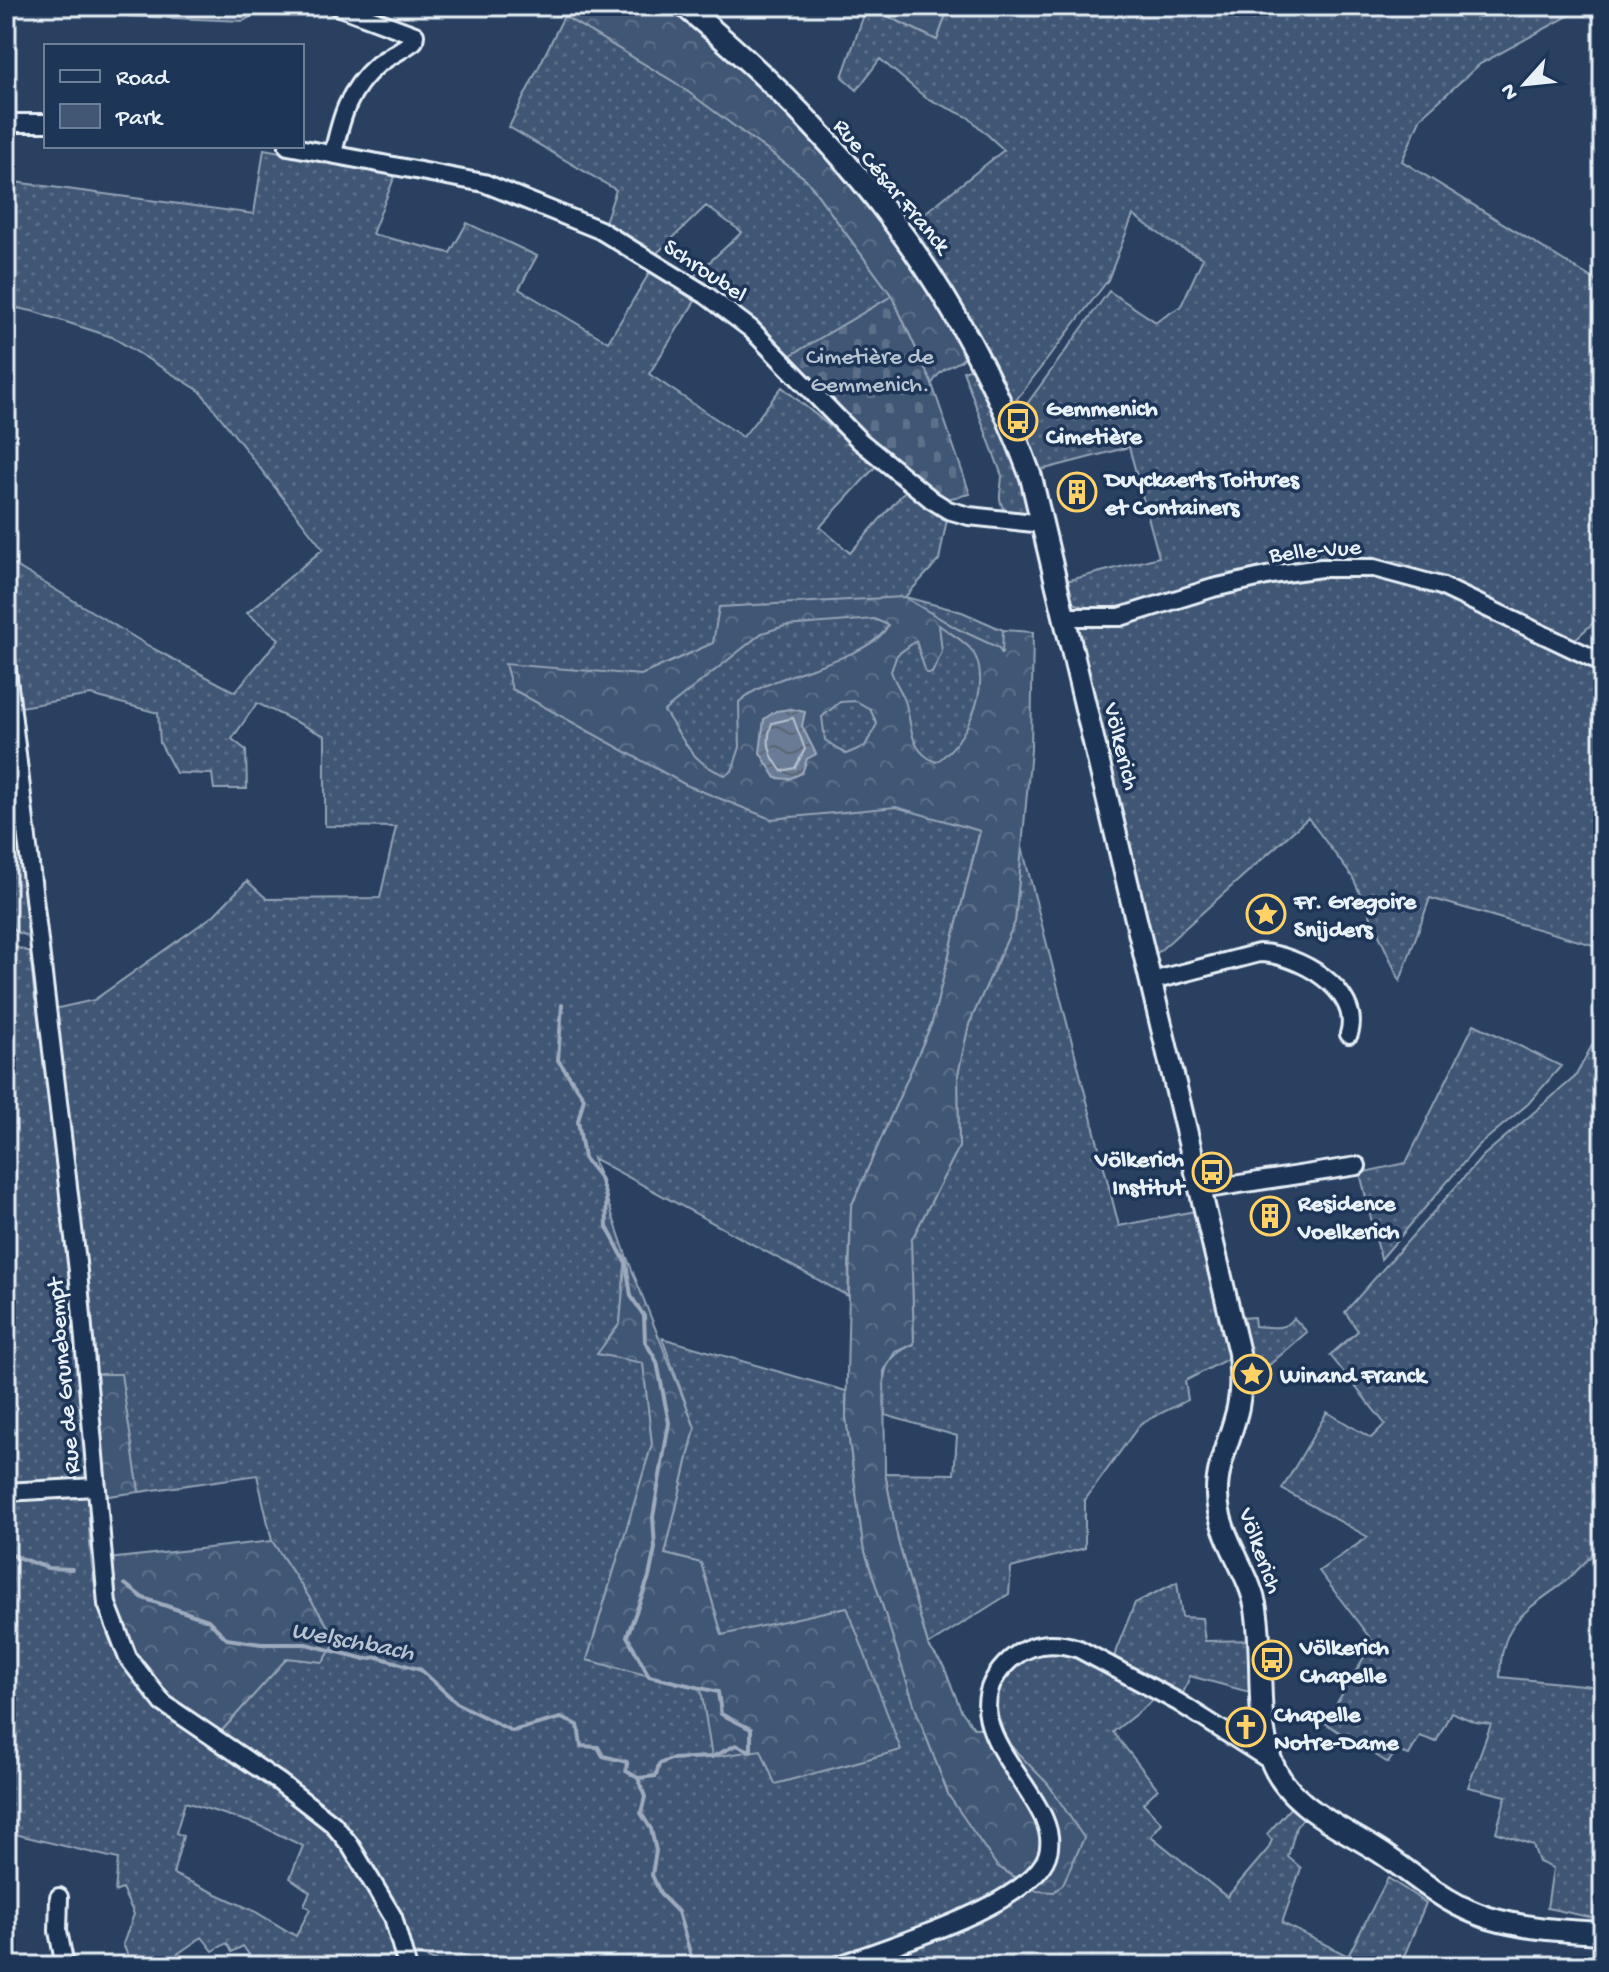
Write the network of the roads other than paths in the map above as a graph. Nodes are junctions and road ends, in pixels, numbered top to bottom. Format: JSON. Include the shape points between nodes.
{"nodes":[{"id":1,"x":337,"y":6,"type":"edge"},
{"id":2,"x":684,"y":6,"type":"edge"},
{"id":3,"x":6,"y":123,"type":"edge"},
{"id":4,"x":44,"y":123,"type":"edge"},
{"id":5,"x":299,"y":148,"type":"edge"},
{"id":6,"x":333,"y":154,"type":"junction"},
{"id":7,"x":1043,"y":524,"type":"junction"},
{"id":8,"x":1065,"y":617,"type":"junction"},
{"id":9,"x":6,"y":661,"type":"edge"},
{"id":10,"x":1603,"y":663,"type":"edge"},
{"id":11,"x":1152,"y":981,"type":"junction"},
{"id":12,"x":1349,"y":1034,"type":"dead end"},
{"id":13,"x":1357,"y":1166,"type":"dead end"},
{"id":14,"x":1201,"y":1190,"type":"junction"},
{"id":15,"x":95,"y":1487,"type":"junction"},
{"id":16,"x":6,"y":1492,"type":"edge"},
{"id":17,"x":1271,"y":1761,"type":"junction"},
{"id":18,"x":59,"y":1897,"type":"dead end"},
{"id":19,"x":1603,"y":1933,"type":"edge"},
{"id":20,"x":65,"y":1966,"type":"edge"},
{"id":21,"x":407,"y":1966,"type":"edge"},
{"id":22,"x":836,"y":1966,"type":"edge"}],
"edges":[{"from":1,"to":6,"type":"street","via":[[415,35],[347,99]]},
{"from":2,"to":7,"type":"main road","name":"Rue César Franck","via":[[785,100],[903,230],[933,274],[1002,402]]},
{"from":3,"to":4,"type":"street"},
{"from":5,"to":6,"type":"street","name":"Schroubel"},
{"from":6,"to":7,"type":"street","name":"Schroubel","via":[[484,183],[600,230],[751,329],[860,441],[932,500],[969,516]]},
{"from":7,"to":8,"type":"main road","name":"Völkerich"},
{"from":8,"to":10,"type":"street","name":"Belle-Vue","via":[[1120,617],[1271,575],[1374,568],[1441,586]]},
{"from":8,"to":11,"type":"main road","name":"Völkerich"},
{"from":9,"to":15,"type":"street","name":"Rue de Grunebempt","via":[[78,1271]]},
{"from":11,"to":12,"type":"street","via":[[1259,953],[1278,953],[1329,981],[1353,1021]]},
{"from":11,"to":14,"type":"main road","name":"Völkerich"},
{"from":13,"to":14,"type":"street"},
{"from":14,"to":17,"type":"main road","name":"Völkerich","via":[[1241,1373],[1220,1473],[1218,1510],[1256,1608]]},
{"from":15,"to":16,"type":"street"},
{"from":15,"to":21,"type":"street","name":"Rue de Grunebempt","via":[[107,1604],[136,1670],[163,1703],[333,1824],[393,1917]]},
{"from":17,"to":19,"type":"main road","name":"Völkerich","via":[[1315,1812],[1388,1857],[1437,1896],[1490,1918]]},
{"from":17,"to":22,"type":"street","via":[[1178,1702],[1079,1649],[1062,1644],[1028,1648],[1003,1667],[993,1683],[989,1718],[998,1744],[1042,1818],[1047,1857],[1027,1882],[986,1908]]},
{"from":18,"to":20,"type":"street"}]}
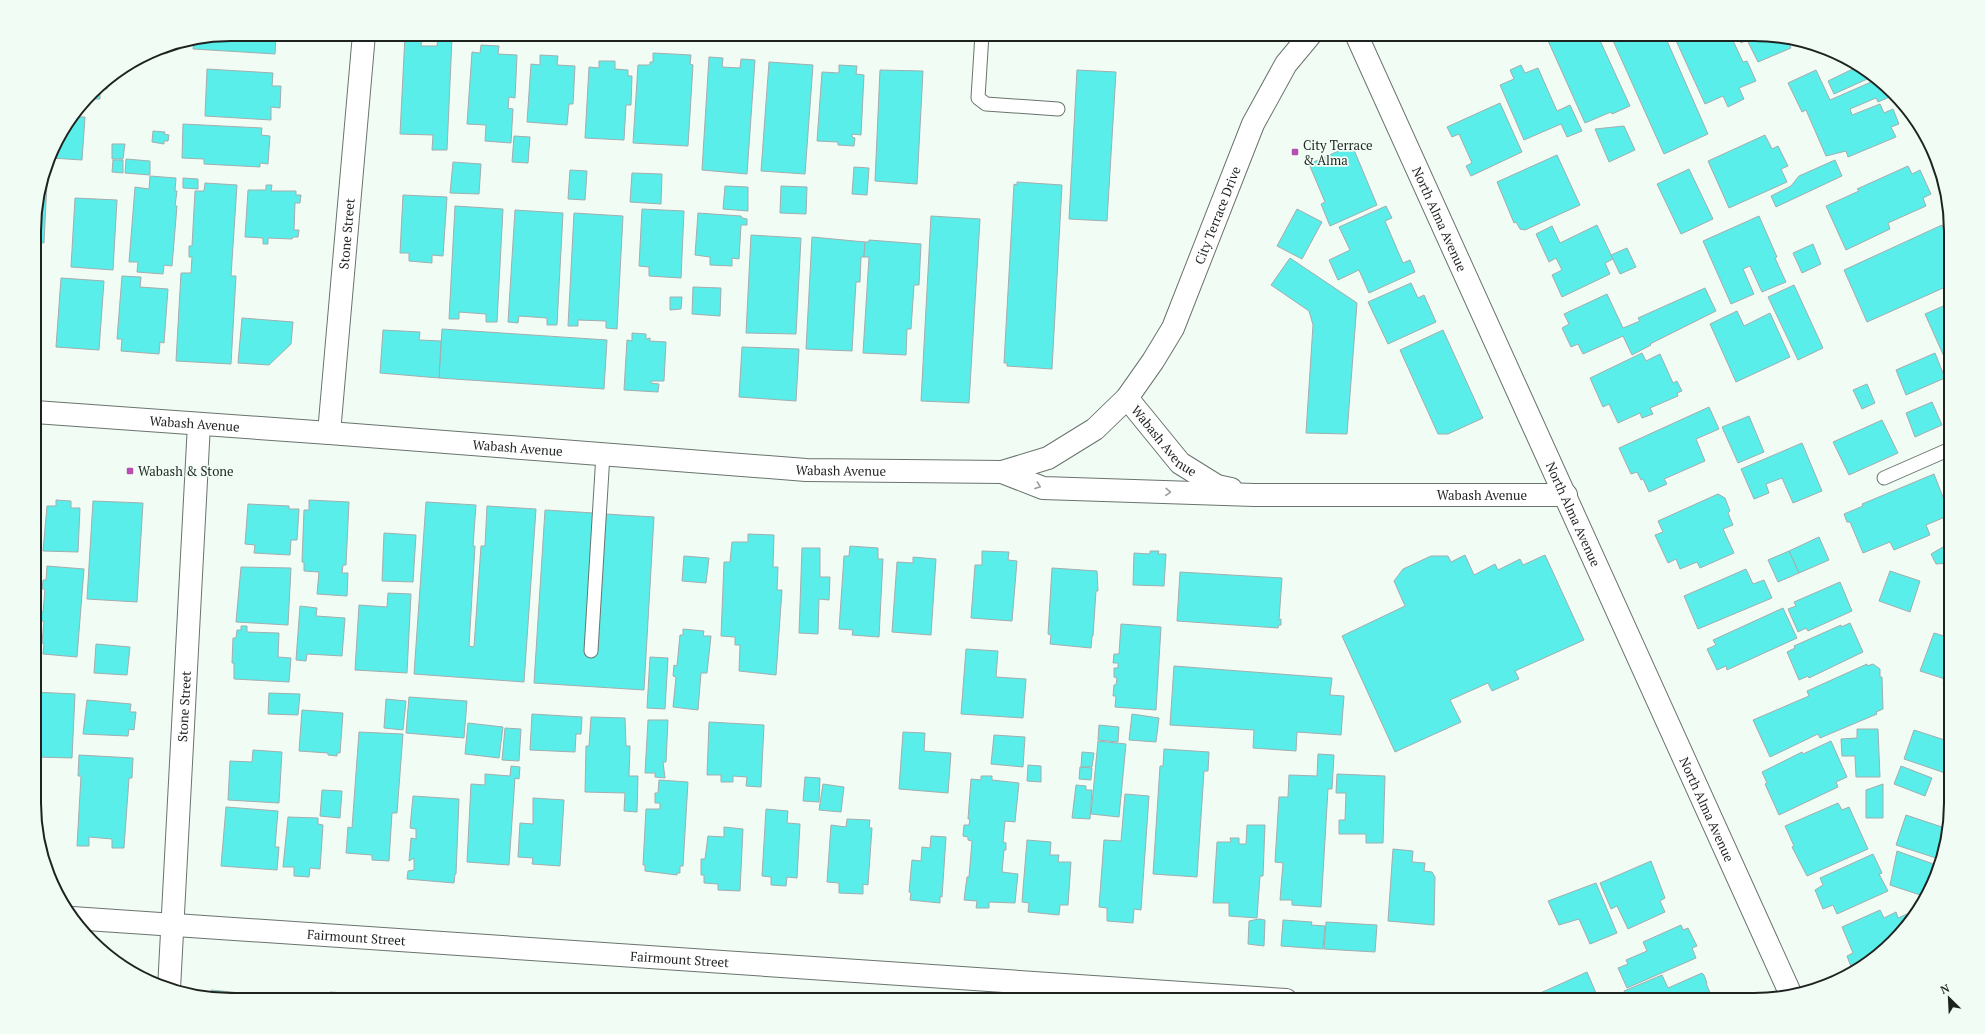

— WHAT YOU HAVE TO DO —
Restate the records in full and word for word, but keep the pictures out.

— SOLVED PROBLEM —
Write the network of the roads other than paths in the map above as a graph. Nodes are junctions and road ends, in pixels, numbered top to bottom. Format: JSON. Include the shape points between nodes.
{"nodes":[{"id":1,"x":337,"y":6,"type":"edge"},
{"id":2,"x":684,"y":6,"type":"edge"},
{"id":3,"x":6,"y":123,"type":"edge"},
{"id":4,"x":44,"y":123,"type":"edge"},
{"id":5,"x":299,"y":148,"type":"edge"},
{"id":6,"x":333,"y":154,"type":"junction"},
{"id":7,"x":1043,"y":524,"type":"junction"},
{"id":8,"x":1065,"y":617,"type":"junction"},
{"id":9,"x":6,"y":661,"type":"edge"},
{"id":10,"x":1603,"y":663,"type":"edge"},
{"id":11,"x":1152,"y":981,"type":"junction"},
{"id":12,"x":1349,"y":1034,"type":"dead end"},
{"id":13,"x":1357,"y":1166,"type":"dead end"},
{"id":14,"x":1201,"y":1190,"type":"junction"},
{"id":15,"x":95,"y":1487,"type":"junction"},
{"id":16,"x":6,"y":1492,"type":"edge"},
{"id":17,"x":1271,"y":1761,"type":"junction"},
{"id":18,"x":59,"y":1897,"type":"dead end"},
{"id":19,"x":1603,"y":1933,"type":"edge"},
{"id":20,"x":65,"y":1966,"type":"edge"},
{"id":21,"x":407,"y":1966,"type":"edge"},
{"id":22,"x":836,"y":1966,"type":"edge"}],
"edges":[{"from":1,"to":6,"type":"street","via":[[415,35],[347,99]]},
{"from":2,"to":7,"type":"main road","name":"Rue César Franck","via":[[785,100],[903,230],[933,274],[1002,402]]},
{"from":3,"to":4,"type":"street"},
{"from":5,"to":6,"type":"street","name":"Schroubel"},
{"from":6,"to":7,"type":"street","name":"Schroubel","via":[[484,183],[600,230],[751,329],[860,441],[932,500],[969,516]]},
{"from":7,"to":8,"type":"main road","name":"Völkerich"},
{"from":8,"to":10,"type":"street","name":"Belle-Vue","via":[[1120,617],[1271,575],[1374,568],[1441,586]]},
{"from":8,"to":11,"type":"main road","name":"Völkerich"},
{"from":9,"to":15,"type":"street","name":"Rue de Grunebempt","via":[[78,1271]]},
{"from":11,"to":12,"type":"street","via":[[1259,953],[1278,953],[1329,981],[1353,1021]]},
{"from":11,"to":14,"type":"main road","name":"Völkerich"},
{"from":13,"to":14,"type":"street"},
{"from":14,"to":17,"type":"main road","name":"Völkerich","via":[[1241,1373],[1220,1473],[1218,1510],[1256,1608]]},
{"from":15,"to":16,"type":"street"},
{"from":15,"to":21,"type":"street","name":"Rue de Grunebempt","via":[[107,1604],[136,1670],[163,1703],[333,1824],[393,1917]]},
{"from":17,"to":19,"type":"main road","name":"Völkerich","via":[[1315,1812],[1388,1857],[1437,1896],[1490,1918]]},
{"from":17,"to":22,"type":"street","via":[[1178,1702],[1079,1649],[1062,1644],[1028,1648],[1003,1667],[993,1683],[989,1718],[998,1744],[1042,1818],[1047,1857],[1027,1882],[986,1908]]},
{"from":18,"to":20,"type":"street"}]}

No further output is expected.